Target-Driven Navigation in Low-Light Environments Based on Enhanced Perception Transformer
-
Graphical Abstract
-
Abstract
To address the challenges of perceptual degradation, low data efficiency, and real-time performance issues encountered by mobile robots during Target-Driven Visual Navigation (TDN) in unknown, low-light environments, this paper proposes an integrated navigation framework based on an Enhanced Perception Transformer (EPT). Initially, an efficient low-light image enhancement technique, comprising an Enhancement Factor Extraction (EFE) network and a Recurrent Image Enhancement (RIE) process, is utilized to improve the quality of raw visual inputs. Subsequently, the EPT encoder deeply fuses the enhanced visual information with the target state, represented in relative polar coordinates, generating a goal-oriented scene representation by means of goal tokens and a multi-head self-attention mechanism. Based on this representation, a Soft Actor-Critic (SAC) algorithm is employed for navigation decision-making. To ensure real-time capability, the framework integrates performance optimization strategies, including input downsampling and Just-In-Time (JIT) compilation.
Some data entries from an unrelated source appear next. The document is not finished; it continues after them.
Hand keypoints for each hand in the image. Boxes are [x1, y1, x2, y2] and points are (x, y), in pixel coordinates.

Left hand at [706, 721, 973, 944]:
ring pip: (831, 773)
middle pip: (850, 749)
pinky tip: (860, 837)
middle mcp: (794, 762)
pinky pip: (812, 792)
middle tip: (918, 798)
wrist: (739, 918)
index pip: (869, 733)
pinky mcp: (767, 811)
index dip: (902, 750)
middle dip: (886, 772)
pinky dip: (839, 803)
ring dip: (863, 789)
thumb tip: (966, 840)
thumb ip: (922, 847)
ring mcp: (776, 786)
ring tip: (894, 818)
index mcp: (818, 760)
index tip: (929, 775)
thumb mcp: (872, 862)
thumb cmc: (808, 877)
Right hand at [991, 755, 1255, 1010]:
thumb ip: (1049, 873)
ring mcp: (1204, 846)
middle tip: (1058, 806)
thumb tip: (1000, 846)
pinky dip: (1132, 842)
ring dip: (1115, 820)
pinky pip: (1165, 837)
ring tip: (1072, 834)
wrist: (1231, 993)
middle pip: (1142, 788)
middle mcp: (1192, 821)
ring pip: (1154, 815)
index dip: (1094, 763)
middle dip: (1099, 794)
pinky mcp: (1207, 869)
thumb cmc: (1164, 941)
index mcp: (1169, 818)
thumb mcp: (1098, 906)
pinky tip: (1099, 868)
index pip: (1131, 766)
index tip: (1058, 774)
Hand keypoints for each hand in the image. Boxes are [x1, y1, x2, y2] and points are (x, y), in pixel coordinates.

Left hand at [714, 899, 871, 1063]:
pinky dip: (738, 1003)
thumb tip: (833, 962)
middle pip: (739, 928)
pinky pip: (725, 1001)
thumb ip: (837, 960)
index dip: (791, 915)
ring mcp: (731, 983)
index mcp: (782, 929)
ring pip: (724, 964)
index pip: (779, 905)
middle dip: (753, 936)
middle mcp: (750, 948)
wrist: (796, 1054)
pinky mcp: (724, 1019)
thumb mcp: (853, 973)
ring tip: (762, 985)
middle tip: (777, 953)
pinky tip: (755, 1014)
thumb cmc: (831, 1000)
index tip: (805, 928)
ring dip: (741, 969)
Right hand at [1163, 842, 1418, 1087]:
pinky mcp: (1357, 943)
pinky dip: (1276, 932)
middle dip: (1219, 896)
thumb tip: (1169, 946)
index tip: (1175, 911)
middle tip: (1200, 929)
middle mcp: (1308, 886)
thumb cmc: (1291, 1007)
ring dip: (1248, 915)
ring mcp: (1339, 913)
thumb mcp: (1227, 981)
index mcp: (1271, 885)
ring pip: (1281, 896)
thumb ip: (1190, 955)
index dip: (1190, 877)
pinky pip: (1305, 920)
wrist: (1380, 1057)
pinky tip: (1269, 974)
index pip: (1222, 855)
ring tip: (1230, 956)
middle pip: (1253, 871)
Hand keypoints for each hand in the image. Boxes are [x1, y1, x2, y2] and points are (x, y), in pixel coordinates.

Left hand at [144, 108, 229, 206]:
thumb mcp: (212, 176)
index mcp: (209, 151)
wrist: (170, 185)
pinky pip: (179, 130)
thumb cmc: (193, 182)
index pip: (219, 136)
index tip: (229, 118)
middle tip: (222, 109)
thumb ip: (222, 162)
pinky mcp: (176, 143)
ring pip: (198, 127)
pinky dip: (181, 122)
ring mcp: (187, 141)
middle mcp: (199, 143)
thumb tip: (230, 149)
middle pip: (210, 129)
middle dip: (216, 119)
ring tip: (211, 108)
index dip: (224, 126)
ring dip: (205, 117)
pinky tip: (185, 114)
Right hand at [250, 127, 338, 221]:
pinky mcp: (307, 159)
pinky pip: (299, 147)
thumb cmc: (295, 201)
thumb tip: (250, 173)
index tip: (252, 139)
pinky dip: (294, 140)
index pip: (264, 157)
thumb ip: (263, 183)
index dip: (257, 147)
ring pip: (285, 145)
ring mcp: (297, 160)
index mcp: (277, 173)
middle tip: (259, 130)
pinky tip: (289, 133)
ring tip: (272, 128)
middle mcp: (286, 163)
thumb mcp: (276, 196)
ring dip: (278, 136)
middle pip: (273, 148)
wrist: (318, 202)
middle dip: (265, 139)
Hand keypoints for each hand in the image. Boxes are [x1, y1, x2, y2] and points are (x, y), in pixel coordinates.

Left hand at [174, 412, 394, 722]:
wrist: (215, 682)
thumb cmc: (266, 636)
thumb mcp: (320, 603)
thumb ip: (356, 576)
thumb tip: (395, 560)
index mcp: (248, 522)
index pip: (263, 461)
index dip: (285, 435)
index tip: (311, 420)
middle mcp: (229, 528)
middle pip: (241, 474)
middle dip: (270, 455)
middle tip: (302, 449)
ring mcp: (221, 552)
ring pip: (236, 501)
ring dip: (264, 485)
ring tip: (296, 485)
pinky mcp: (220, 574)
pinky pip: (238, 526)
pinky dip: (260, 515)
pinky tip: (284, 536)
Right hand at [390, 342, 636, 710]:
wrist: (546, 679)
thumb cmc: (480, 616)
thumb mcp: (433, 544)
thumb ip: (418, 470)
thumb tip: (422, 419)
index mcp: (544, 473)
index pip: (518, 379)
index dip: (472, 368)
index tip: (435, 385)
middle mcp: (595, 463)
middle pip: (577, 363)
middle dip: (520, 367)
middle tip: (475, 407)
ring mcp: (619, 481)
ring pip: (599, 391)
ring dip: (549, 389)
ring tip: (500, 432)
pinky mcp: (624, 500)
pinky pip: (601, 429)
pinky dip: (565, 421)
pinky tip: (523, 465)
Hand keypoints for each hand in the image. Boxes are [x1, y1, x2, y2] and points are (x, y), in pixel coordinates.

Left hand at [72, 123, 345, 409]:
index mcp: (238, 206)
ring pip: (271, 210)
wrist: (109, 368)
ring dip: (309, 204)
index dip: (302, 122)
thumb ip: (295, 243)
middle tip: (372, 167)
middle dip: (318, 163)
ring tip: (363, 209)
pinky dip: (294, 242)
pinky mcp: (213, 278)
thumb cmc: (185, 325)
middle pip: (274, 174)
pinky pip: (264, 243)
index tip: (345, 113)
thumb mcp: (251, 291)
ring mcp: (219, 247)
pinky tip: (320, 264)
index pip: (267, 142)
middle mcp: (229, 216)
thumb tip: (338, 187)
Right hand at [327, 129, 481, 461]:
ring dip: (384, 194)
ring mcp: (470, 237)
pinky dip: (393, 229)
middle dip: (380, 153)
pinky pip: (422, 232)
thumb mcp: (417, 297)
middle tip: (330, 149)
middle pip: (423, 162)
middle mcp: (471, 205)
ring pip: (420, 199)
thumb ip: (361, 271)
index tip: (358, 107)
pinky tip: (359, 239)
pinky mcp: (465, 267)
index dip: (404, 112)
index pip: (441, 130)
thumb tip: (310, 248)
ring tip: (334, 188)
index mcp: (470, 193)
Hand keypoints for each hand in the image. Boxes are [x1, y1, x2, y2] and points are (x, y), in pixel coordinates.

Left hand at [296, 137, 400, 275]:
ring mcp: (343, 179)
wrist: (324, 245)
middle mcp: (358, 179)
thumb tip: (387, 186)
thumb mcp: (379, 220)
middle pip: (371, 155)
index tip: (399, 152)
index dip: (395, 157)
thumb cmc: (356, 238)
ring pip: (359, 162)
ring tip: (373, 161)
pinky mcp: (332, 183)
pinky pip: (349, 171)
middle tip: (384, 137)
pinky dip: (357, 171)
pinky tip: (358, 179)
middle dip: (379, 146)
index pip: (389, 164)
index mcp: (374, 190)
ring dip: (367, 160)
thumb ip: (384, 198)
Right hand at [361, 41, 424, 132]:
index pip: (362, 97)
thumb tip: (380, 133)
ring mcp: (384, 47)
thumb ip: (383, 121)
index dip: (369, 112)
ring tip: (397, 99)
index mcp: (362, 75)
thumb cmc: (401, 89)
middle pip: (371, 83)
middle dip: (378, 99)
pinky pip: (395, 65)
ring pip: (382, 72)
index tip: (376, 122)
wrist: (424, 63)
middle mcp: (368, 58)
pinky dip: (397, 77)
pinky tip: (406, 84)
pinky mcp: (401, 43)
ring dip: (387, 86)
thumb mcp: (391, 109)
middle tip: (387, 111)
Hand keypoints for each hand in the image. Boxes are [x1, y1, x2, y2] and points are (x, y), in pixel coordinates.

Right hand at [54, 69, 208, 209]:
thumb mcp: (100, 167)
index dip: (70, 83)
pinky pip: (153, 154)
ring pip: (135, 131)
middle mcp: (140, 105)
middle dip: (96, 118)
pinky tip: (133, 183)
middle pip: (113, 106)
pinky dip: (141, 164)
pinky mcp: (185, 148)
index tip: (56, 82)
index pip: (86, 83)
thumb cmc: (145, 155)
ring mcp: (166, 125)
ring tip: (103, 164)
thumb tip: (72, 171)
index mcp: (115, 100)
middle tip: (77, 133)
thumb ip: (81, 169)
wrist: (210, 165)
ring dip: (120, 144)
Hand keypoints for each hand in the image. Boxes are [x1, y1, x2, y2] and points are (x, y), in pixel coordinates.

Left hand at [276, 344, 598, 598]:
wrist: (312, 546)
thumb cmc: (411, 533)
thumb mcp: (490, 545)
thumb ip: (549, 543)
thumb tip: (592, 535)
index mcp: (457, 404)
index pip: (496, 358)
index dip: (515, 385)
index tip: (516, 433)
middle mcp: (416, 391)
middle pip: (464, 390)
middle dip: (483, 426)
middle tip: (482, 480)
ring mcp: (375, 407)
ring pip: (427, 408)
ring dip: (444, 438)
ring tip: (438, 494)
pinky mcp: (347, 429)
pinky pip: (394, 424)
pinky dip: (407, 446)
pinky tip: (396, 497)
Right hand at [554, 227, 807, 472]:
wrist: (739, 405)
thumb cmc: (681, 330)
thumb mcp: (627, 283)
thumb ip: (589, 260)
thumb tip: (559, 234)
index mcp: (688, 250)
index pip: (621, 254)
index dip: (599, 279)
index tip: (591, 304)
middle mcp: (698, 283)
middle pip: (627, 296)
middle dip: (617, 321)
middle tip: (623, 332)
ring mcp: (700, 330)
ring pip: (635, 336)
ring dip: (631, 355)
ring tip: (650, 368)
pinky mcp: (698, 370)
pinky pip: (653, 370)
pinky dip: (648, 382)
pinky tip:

Extensive simulations in Gazebo demonstrate that the optimized EPT-SAC framework achieves high frame rates and low latency, meeting the real-time requirements for mobile robot navigation. It outperforms conventional baselines in both navigation success rate and learning efficiency, achieving average success rates of 61.2% and 82.0% in laboratory and warehouse environments, respectively. It effectively enhances the recognition of obstacles and target locations in low-light visual target-driven navigation tasks.
-
-